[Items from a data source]
★ ★ ★ ★ ★
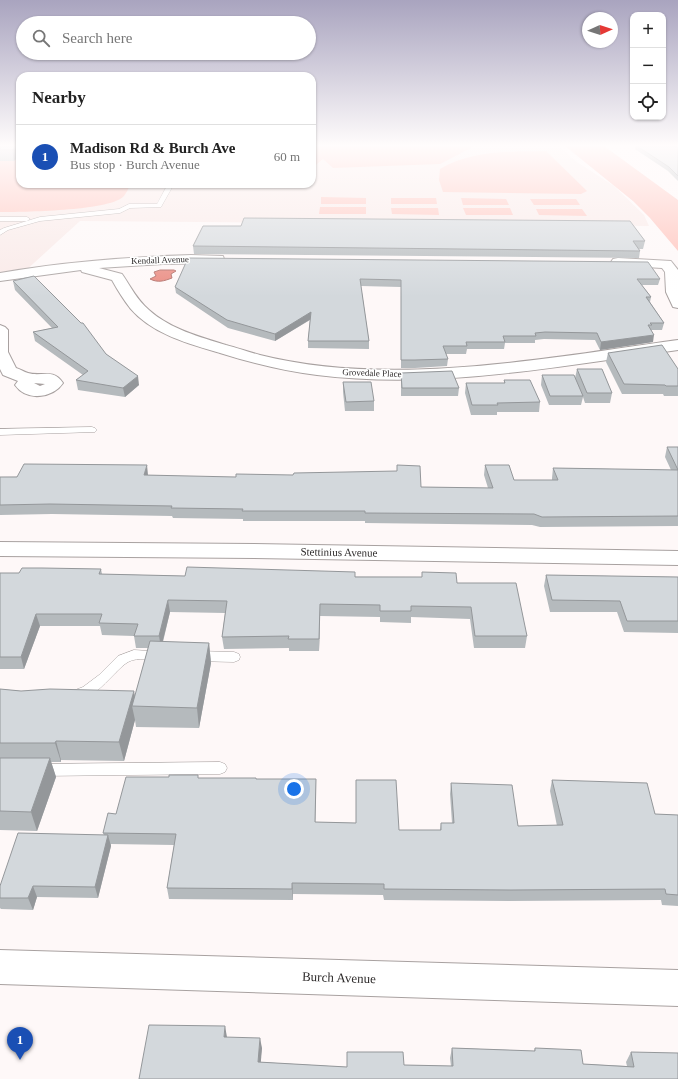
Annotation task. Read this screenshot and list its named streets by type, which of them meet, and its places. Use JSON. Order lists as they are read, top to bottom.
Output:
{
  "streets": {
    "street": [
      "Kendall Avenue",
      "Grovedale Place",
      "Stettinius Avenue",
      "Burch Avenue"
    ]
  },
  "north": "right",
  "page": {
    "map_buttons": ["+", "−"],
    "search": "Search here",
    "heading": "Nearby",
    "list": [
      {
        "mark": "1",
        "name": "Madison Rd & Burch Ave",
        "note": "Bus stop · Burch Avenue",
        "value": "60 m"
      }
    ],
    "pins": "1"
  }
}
★ ★ ★ ★ ★
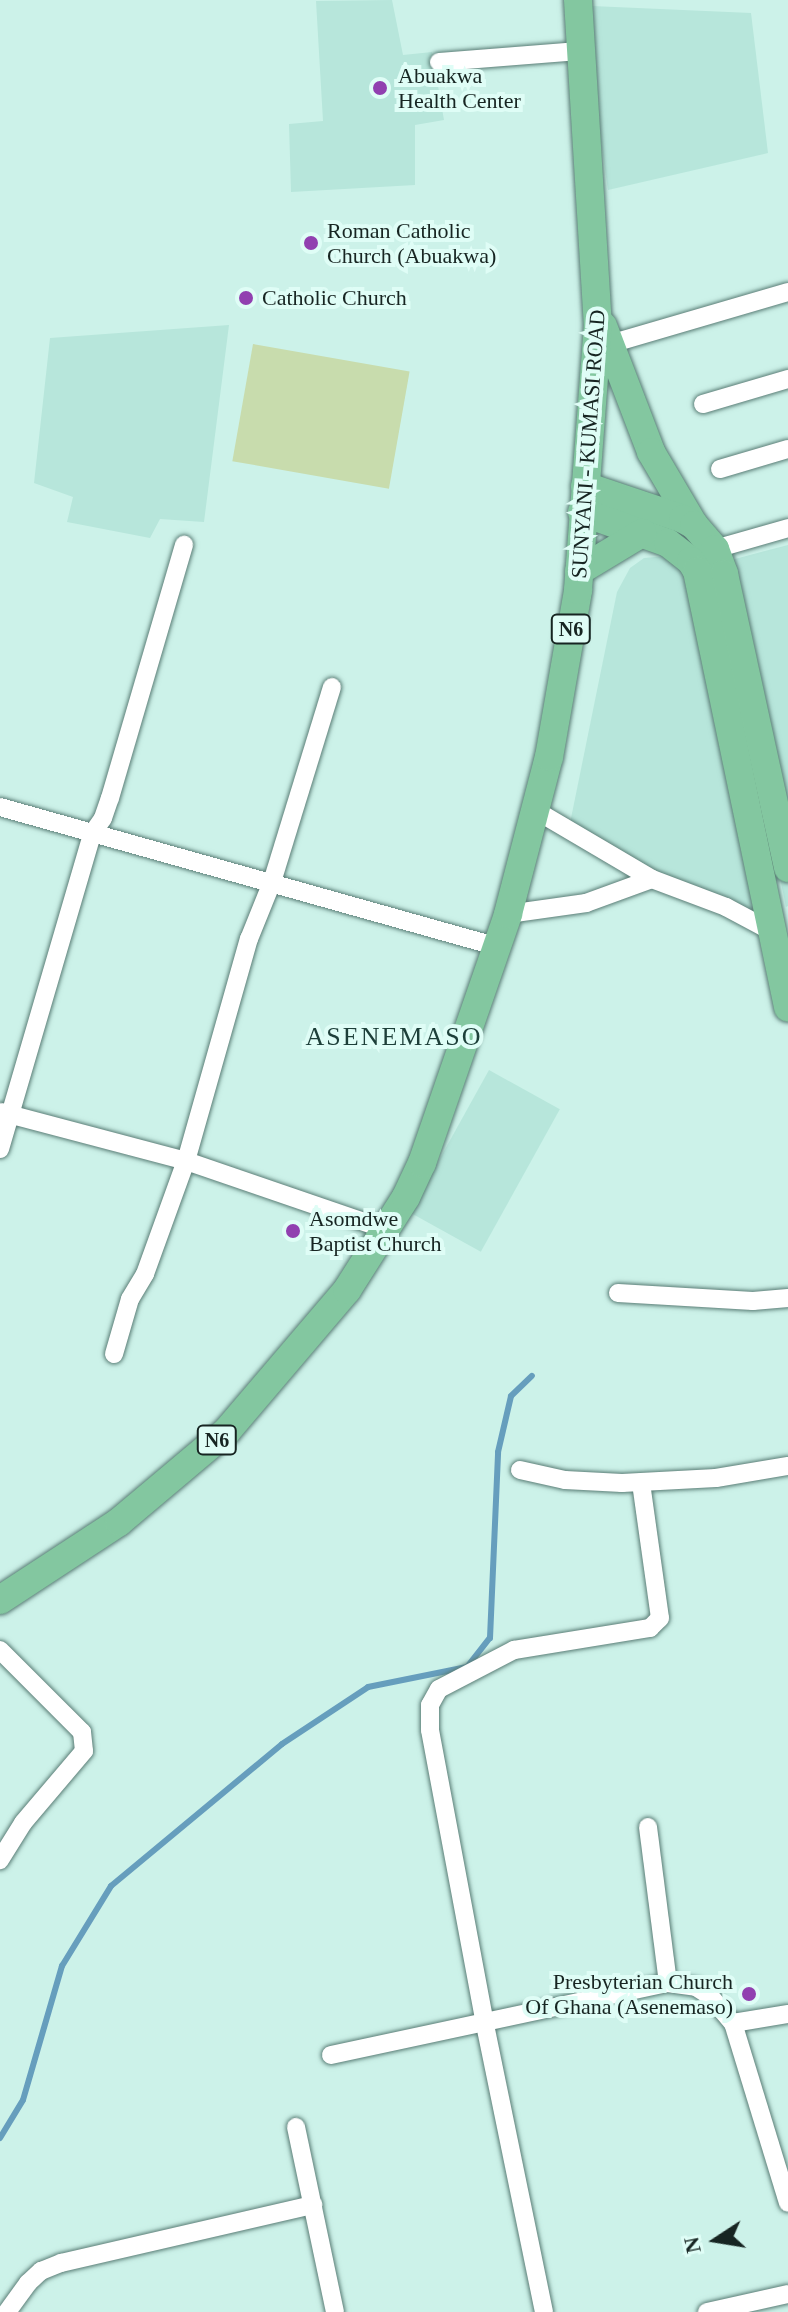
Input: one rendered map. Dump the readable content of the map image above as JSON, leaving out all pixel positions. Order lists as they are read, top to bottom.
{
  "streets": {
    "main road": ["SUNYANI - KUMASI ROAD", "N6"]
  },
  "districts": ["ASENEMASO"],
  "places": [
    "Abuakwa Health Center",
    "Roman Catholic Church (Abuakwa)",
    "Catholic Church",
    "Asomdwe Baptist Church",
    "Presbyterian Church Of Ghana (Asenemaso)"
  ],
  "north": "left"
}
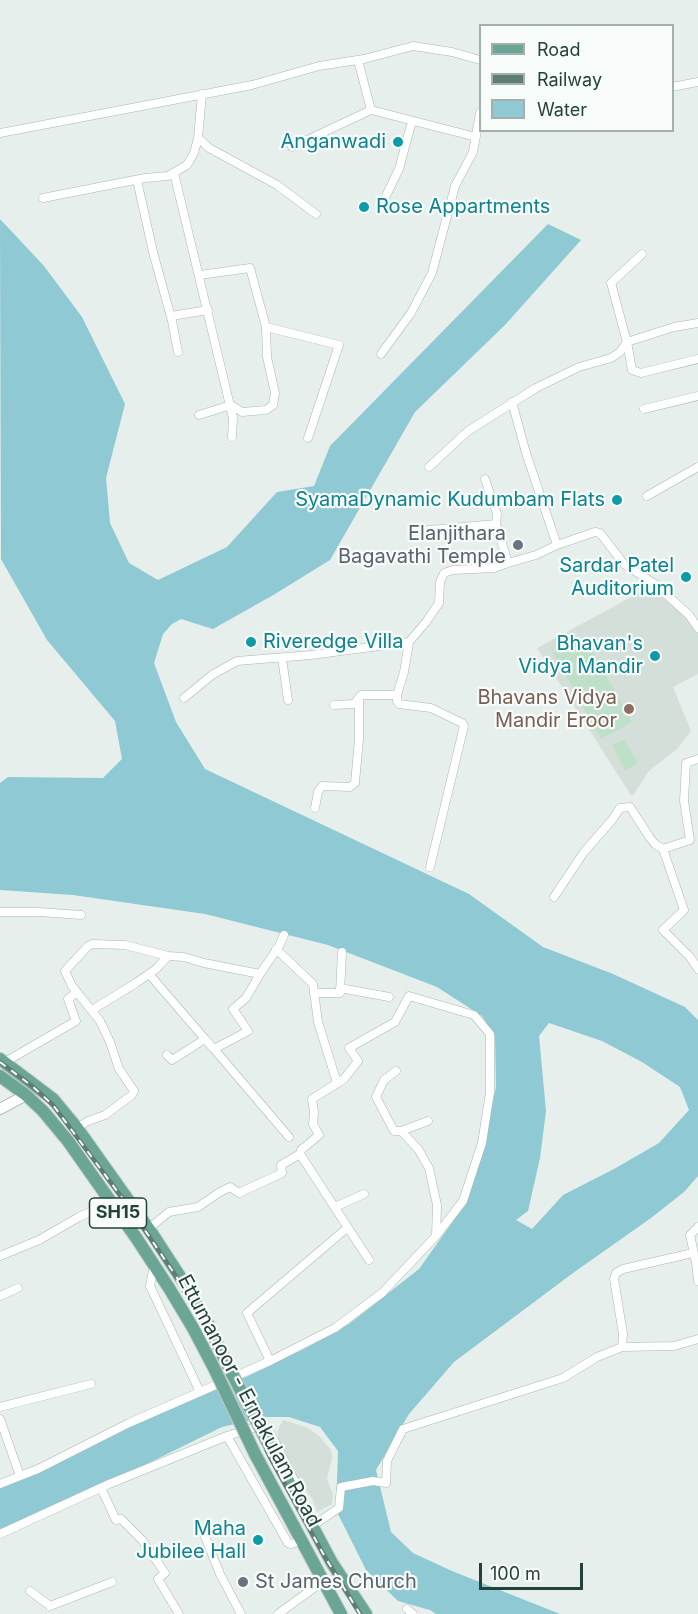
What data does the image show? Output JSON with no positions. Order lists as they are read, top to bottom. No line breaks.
★ ★ ★ ★ ★
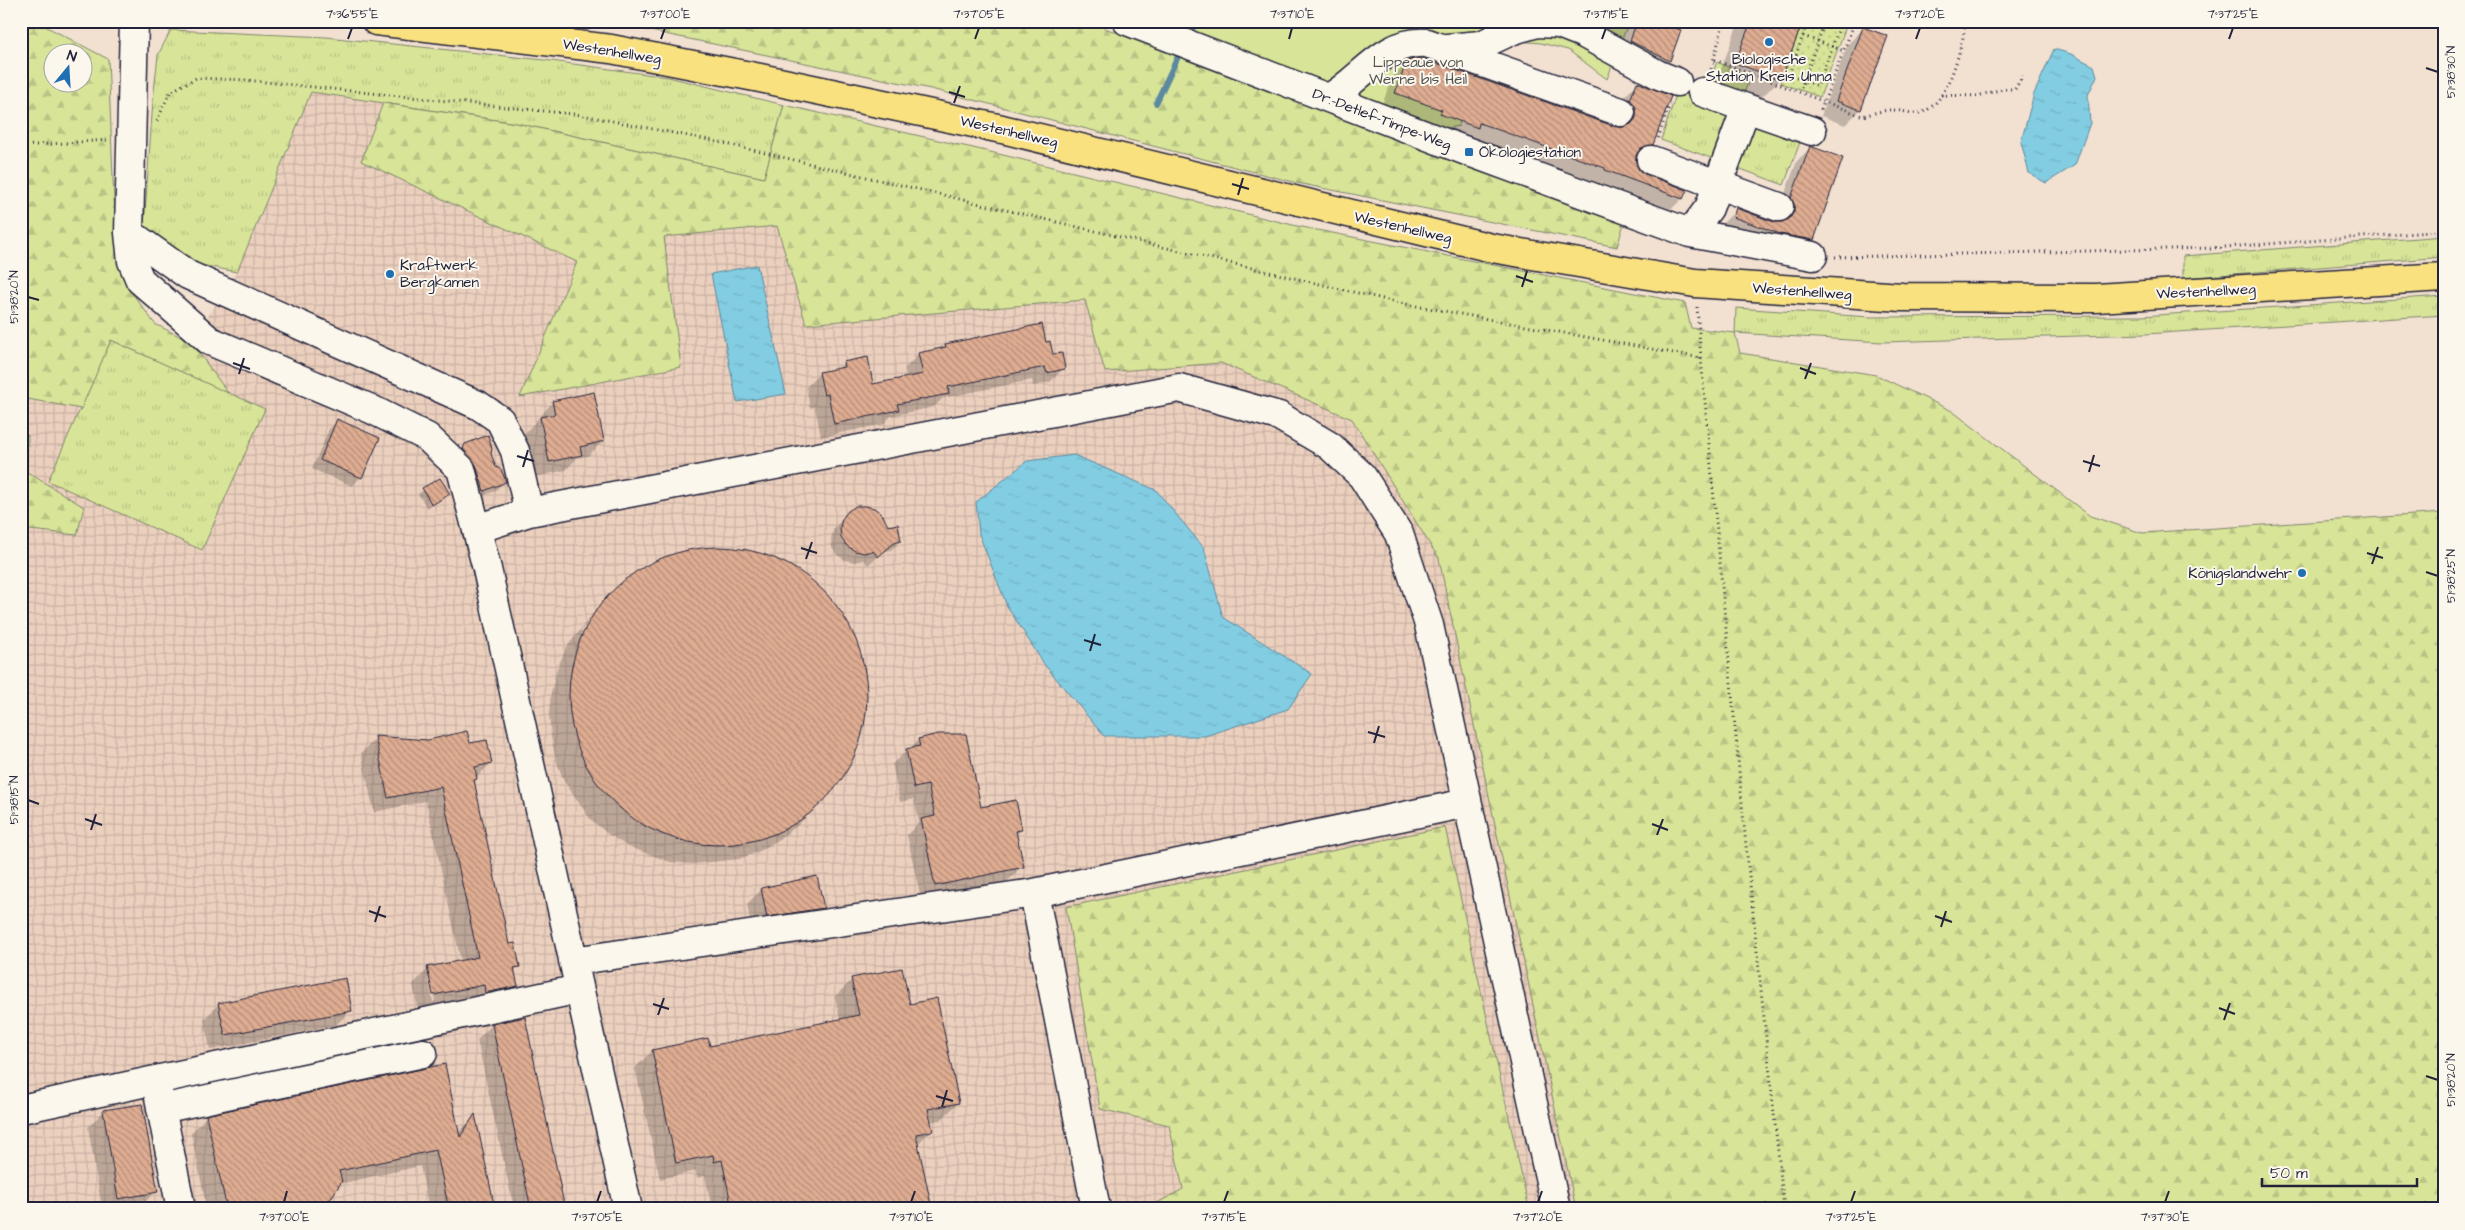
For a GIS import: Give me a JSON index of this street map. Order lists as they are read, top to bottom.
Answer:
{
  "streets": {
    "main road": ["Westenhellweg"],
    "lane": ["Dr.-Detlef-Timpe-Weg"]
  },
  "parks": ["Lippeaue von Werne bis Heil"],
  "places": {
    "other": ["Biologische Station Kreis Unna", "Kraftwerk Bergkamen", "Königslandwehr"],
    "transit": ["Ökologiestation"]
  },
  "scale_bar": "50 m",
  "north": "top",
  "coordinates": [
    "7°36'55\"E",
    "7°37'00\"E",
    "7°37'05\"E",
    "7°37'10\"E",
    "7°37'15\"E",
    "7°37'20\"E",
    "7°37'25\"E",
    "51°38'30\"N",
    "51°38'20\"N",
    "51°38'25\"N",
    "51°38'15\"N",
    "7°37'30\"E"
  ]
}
★ ★ ★ ★ ★
Copy out each line of the data where the string "this" appears.

Written reply ▸
Annotation task. Read this screenshot and list its named streets by type, which of them meet, and its places. Use JSON. Order lists as they are read, top to bottom.
For a GIS import: Give me a JSON index of this street map. Order lists as they are read, top to bottom.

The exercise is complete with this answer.